▸ EXCERPTED DATA
__________________________________________________

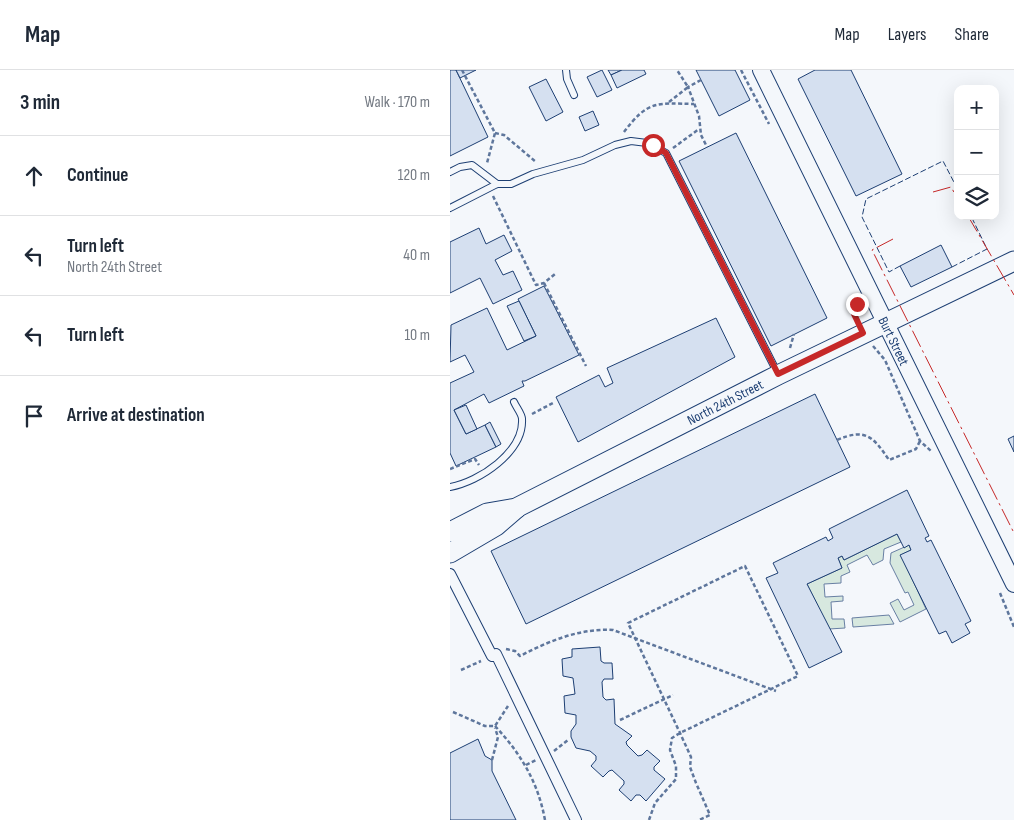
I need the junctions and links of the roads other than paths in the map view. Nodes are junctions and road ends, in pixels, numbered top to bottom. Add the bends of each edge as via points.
1 (566, 70) edge
2 (761, 70) edge
3 (574, 94) dead end
4 (450, 172) edge
5 (497, 184) junction
6 (450, 208) edge
7 (1014, 261) edge
8 (886, 323) junction
9 (778, 374) junction
10 (514, 402) dead end
11 (450, 487) edge
12 (518, 507) junction
13 (450, 532) edge
14 (450, 553) edge
15 (450, 574) edge
16 (1014, 584) edge
17 (576, 820) edge

1 - 3 lane
2 - 8 street, Burt Street
4 - 5 lane via 472,165
5 - 6 lane
5 - 9 lane via 511,184 631,141 647,143 666,153
7 - 8 main road, North 24th Street
8 - 9 main road, North 24th Street
8 - 16 street, Burt Street
9 - 12 main road, North 24th Street
10 - 11 lane via 522,419 517,443 483,475
12 - 13 main road, North 24th Street via 487,513
12 - 14 main road, North 24th Street via 496,526
15 - 17 street via 517,698

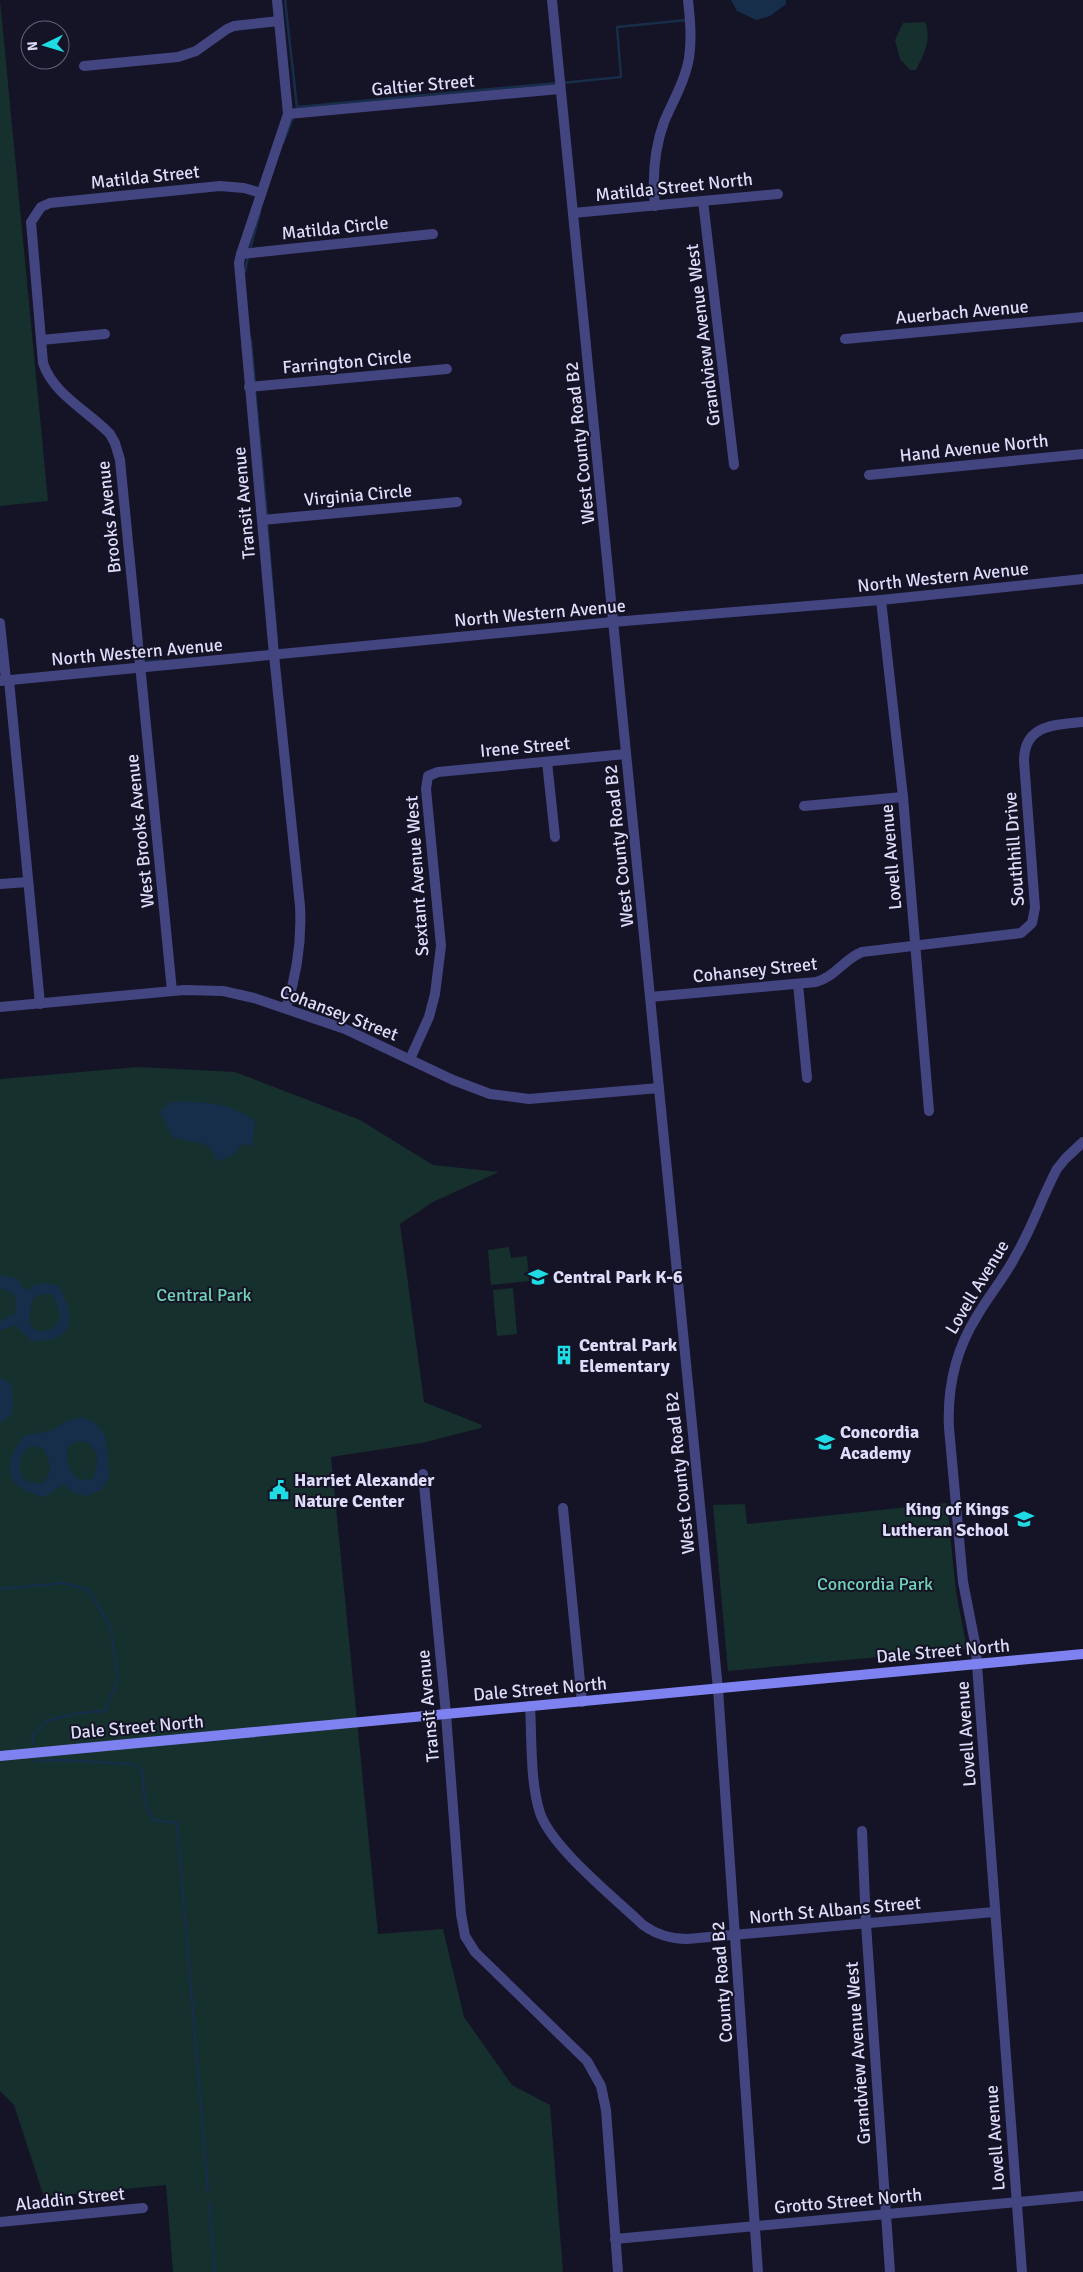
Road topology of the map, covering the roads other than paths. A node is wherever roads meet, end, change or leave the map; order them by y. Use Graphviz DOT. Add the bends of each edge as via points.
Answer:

__________________________________________________

▸ YOUR OBJECTIVE
Please give the data above again in exact form and omit every picture.

▸ SOLVED EXERCISE
I need the junctions and links of the roads other than paths in the map view. Nodes are junctions and road ends, in pixels, numbered top to bottom. Add the bends of each edge as via points.
1 (566, 70) edge
2 (761, 70) edge
3 (574, 94) dead end
4 (450, 172) edge
5 (497, 184) junction
6 (450, 208) edge
7 (1014, 261) edge
8 (886, 323) junction
9 (778, 374) junction
10 (514, 402) dead end
11 (450, 487) edge
12 (518, 507) junction
13 (450, 532) edge
14 (450, 553) edge
15 (450, 574) edge
16 (1014, 584) edge
17 (576, 820) edge

1 - 3 lane
2 - 8 street, Burt Street
4 - 5 lane via 472,165
5 - 6 lane
5 - 9 lane via 511,184 631,141 647,143 666,153
7 - 8 main road, North 24th Street
8 - 9 main road, North 24th Street
8 - 16 street, Burt Street
9 - 12 main road, North 24th Street
10 - 11 lane via 522,419 517,443 483,475
12 - 13 main road, North 24th Street via 487,513
12 - 14 main road, North 24th Street via 496,526
15 - 17 street via 517,698

Road topology of the map, covering the roads other than paths. A node is wherever roads meet, end, change or leave the map; order them by y. Use Graphviz DOT. Add the bends of each edge as via points.
Answer:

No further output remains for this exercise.